クラシック・スピーカー・アンプの正式な定義はありませんが、戦前の真空管ラジオなどの筐体を再整備し、その筐体の中にスピーカーとアンプを実装したものを私共はそう呼んでいます。それらの筐体の中には現代の量産品と違い個性豊かで調和のとれた美しさも感じさせてくれるものもあり、それらが持つ雰囲気を現代の技術で甦せればと考えています。
以前、この趣旨で製作した作品(No. ICA001,ICAR003,ICAR004)が完売したのに伴い、よりクラシックでビンテージ感を強調した次の作品を製作しました。以前、作成した作品のスピーカーには現代でも製造、販売されているFostex FE127Eを用い、アンプは現代でも製造、販売されている真空管6P14P(6BQ5互換)を用いたシングル方式でしたが、今回の新たな方針に基づきスピーカーにはAltec 403A(1968年)とJensen P8R(1957年)を採用しました。P8Rは現代でもギターアンプ用として製造されていますが、今回、用いたものは古いものです。また、アンプは真空管6080(6AS7)と6BQ5のシングル・パラレル方式です。シングル・パラレル方式の採用により出力と音質の向上を考慮しました。

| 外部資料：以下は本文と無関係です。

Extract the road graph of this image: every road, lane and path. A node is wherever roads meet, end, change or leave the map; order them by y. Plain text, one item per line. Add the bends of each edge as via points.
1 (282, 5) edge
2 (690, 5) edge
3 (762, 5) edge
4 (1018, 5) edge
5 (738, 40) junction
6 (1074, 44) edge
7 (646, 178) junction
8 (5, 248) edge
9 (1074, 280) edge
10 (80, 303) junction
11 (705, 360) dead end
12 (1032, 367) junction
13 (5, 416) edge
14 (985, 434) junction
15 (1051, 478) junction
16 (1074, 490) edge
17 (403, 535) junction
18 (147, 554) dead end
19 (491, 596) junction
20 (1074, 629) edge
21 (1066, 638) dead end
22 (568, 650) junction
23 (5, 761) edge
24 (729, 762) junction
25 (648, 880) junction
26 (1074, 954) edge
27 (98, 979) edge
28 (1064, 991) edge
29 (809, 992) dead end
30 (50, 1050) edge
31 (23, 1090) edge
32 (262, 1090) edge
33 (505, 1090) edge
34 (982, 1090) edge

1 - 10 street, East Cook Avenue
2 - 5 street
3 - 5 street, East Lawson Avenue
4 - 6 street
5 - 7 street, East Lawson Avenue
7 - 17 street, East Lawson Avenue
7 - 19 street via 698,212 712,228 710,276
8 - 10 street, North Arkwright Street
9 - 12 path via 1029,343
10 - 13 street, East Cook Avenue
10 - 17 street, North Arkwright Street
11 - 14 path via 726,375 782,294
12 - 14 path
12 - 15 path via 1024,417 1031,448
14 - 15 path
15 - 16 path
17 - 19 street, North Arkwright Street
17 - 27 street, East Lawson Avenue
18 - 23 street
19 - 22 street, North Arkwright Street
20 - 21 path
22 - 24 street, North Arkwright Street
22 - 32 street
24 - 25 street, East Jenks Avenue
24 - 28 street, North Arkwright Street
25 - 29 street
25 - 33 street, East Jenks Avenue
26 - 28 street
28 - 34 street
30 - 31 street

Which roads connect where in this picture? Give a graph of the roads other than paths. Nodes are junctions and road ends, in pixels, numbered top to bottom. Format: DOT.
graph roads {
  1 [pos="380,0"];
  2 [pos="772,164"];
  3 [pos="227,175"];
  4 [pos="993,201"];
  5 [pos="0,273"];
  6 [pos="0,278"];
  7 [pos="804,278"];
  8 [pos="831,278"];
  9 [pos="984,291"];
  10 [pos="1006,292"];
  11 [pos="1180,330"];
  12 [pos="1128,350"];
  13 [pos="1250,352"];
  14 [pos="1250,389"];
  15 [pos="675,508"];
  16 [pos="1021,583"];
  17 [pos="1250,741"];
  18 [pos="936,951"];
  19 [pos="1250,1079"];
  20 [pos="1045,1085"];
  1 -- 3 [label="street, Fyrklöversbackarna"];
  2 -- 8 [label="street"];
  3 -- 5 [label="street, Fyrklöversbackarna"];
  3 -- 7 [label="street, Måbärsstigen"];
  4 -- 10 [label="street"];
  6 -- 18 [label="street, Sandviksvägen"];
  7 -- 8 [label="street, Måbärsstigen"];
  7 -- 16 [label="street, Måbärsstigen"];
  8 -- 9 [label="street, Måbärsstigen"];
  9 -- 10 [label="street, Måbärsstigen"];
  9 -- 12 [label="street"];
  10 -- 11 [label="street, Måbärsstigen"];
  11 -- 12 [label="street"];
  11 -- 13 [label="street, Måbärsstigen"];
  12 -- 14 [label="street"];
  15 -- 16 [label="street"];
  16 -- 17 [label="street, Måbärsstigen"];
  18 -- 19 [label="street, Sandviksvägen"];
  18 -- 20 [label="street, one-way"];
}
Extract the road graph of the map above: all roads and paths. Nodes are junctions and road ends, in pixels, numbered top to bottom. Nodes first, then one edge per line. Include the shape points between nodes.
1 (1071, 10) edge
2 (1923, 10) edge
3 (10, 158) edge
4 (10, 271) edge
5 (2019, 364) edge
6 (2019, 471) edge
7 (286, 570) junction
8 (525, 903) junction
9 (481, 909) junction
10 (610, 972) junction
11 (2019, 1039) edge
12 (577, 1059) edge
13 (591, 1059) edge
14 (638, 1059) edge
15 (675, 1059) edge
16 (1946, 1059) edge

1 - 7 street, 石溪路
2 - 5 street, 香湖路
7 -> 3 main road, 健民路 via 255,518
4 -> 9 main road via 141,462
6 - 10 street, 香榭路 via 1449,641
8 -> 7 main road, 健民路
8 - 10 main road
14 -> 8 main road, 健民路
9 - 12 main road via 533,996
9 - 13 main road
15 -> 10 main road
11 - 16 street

・スピーカー:Altec Lansing 403A(1968年)
・アンプ:真空管PhilipsECG 6080WC シングルパラレル
・スピーカー:Jensen P8R(1957年)
・アンプ:真空管6BQ5 シングルパラレル
製作する上で最大の課題は筐体の選定が最優先であるため、限られた筐体スペースに如何にしてスピーカーとアンプを実装するかと言うことでした。No.ICAR007の場合、寸法にあまり制約がない設計・製作の場合に比べで出力トランスをより小型のものを選択する必要が生じました。また、真空管も通常は12AT7-12BH7-6AS7(6080)の3球の構成であるところですが、今回は12AT7を省いて12BH7-6080の2球の構成としました。また、No.ICAR007に比べNo.ICAR008の筐体内部は更に狭く、電力増幅管には形状の小さいMT管を用いる必要がありました。最初、音質が優れている6R-A8を用いたいと考えましたが、やはりトランスなどの制約により6BQ5を選択することになりました。
メンテナンス性を考慮するとこれ以上、上手いレイアウトはないだろうと思われるほどぎりぎりのレイアウトになりました。
最後に試聴結果について、いろいろな音源を聞き比べましたが、個人的にはMiles Davis (Blue Note JAZZ)の演奏が最も心持よく聴くことが出来ました。